───── EXCERPTED DATA ─────

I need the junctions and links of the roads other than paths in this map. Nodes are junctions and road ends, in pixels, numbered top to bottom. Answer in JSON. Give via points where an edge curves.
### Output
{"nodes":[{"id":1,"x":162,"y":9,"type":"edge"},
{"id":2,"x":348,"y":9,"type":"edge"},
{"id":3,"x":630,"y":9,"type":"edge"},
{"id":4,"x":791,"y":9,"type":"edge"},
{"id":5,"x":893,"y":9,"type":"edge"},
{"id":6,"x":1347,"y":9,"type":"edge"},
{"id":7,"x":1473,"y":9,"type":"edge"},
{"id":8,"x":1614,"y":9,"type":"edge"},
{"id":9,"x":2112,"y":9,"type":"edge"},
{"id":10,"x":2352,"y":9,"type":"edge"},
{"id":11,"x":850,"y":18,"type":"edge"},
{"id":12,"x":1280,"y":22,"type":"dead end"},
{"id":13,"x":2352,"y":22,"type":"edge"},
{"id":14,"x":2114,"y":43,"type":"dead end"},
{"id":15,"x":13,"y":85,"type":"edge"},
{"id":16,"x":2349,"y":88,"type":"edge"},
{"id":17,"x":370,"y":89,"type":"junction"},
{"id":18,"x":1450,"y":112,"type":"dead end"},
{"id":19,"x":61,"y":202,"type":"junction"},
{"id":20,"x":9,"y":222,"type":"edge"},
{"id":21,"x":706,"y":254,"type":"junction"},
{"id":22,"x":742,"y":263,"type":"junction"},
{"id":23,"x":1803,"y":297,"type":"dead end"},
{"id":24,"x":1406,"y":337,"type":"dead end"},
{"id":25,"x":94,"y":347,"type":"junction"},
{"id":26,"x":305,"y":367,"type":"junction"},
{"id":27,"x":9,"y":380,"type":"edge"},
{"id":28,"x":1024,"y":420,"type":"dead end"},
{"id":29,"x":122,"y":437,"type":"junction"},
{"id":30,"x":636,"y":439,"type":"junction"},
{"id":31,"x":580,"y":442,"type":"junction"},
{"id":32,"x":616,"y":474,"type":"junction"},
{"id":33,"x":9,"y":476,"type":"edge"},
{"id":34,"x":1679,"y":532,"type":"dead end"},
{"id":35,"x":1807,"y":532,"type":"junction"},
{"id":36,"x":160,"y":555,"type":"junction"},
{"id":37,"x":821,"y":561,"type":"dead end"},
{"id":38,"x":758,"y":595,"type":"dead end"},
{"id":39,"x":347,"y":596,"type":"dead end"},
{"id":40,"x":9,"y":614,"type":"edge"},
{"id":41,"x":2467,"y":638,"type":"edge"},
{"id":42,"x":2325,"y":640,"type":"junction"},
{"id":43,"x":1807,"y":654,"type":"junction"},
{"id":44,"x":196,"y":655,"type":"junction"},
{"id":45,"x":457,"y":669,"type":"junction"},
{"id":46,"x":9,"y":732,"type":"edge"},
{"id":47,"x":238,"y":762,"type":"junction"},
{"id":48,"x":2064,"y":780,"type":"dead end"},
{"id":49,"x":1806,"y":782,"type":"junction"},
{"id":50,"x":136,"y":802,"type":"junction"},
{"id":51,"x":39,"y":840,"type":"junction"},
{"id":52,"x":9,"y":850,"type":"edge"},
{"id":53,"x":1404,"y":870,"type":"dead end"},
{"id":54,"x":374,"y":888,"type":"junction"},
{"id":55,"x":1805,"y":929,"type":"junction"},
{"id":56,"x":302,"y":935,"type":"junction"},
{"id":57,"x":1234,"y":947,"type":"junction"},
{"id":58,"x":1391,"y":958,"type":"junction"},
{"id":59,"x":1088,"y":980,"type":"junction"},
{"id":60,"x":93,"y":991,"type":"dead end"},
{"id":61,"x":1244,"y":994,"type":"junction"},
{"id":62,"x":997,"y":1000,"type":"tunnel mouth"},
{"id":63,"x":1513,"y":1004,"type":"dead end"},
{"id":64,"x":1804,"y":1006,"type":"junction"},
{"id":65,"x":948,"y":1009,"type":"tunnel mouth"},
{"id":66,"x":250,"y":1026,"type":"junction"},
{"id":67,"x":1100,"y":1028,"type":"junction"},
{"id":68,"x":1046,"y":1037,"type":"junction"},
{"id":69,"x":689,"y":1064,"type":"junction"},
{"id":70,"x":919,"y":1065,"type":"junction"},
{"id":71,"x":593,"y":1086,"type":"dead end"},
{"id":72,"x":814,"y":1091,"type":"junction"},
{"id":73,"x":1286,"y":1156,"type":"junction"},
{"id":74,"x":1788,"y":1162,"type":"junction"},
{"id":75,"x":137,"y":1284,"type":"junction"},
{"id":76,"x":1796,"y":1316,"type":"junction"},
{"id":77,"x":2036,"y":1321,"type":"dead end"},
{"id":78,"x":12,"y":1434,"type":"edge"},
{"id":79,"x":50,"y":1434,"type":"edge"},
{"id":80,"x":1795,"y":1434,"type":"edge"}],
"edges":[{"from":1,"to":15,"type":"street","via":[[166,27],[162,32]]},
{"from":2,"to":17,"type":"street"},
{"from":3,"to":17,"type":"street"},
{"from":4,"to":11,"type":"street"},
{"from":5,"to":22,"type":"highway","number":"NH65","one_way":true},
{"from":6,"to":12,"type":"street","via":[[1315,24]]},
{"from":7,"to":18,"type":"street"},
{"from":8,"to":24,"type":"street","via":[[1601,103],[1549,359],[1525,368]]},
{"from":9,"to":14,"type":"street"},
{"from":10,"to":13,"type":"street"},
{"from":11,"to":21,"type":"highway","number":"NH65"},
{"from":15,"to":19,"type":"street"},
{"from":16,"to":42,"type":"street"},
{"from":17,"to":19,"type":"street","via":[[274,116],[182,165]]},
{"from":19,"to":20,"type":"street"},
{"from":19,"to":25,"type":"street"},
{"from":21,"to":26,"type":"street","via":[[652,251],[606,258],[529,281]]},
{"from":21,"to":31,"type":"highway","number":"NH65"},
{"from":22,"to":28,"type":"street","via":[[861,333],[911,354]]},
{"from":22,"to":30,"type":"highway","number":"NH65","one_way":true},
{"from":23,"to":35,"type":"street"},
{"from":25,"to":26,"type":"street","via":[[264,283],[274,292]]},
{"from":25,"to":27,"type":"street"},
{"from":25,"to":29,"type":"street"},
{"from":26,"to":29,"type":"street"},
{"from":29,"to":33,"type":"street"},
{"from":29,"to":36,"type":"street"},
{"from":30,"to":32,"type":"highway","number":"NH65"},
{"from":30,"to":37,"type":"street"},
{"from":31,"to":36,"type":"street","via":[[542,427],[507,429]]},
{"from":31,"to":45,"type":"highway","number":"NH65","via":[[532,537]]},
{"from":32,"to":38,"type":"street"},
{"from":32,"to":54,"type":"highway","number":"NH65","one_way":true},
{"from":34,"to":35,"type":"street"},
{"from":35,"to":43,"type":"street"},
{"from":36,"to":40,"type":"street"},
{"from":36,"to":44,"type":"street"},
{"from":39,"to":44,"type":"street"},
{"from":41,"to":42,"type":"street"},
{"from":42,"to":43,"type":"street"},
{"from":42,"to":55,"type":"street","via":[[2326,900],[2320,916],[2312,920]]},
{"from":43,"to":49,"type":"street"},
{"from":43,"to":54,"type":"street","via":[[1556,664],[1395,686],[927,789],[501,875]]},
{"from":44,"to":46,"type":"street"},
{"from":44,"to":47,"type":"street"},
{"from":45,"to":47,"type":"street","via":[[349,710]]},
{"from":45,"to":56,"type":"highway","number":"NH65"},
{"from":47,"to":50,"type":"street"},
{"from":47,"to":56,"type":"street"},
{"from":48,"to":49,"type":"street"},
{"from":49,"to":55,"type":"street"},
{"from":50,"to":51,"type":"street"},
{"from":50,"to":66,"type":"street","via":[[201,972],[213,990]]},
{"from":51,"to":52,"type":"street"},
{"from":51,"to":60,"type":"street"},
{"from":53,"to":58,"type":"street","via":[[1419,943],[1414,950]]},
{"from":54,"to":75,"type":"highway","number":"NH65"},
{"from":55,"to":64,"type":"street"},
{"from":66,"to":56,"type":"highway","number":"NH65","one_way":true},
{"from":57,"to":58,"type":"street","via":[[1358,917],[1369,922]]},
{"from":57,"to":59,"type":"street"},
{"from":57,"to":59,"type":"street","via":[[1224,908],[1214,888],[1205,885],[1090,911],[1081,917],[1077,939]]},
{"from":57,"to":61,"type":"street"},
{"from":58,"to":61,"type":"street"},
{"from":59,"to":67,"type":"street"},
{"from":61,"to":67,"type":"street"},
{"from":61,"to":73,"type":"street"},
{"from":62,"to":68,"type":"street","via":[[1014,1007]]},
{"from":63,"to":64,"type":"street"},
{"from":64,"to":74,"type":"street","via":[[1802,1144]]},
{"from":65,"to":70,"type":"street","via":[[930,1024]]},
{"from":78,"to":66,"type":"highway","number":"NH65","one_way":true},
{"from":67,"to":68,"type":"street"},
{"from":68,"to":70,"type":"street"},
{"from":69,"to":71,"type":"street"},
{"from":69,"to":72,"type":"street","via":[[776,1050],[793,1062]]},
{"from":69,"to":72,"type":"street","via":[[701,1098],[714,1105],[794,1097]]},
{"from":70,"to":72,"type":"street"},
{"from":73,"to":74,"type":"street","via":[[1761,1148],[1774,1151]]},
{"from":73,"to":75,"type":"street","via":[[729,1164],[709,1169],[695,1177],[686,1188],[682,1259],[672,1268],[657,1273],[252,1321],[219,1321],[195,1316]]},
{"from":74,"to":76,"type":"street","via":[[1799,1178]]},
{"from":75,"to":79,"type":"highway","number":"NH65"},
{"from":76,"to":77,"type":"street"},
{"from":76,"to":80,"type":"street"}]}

─────

**AIM OF THE TASK**
Going through the data above, please tally the lines that contain the string "mouth" and return only the total.

**FINISHED TASK**
2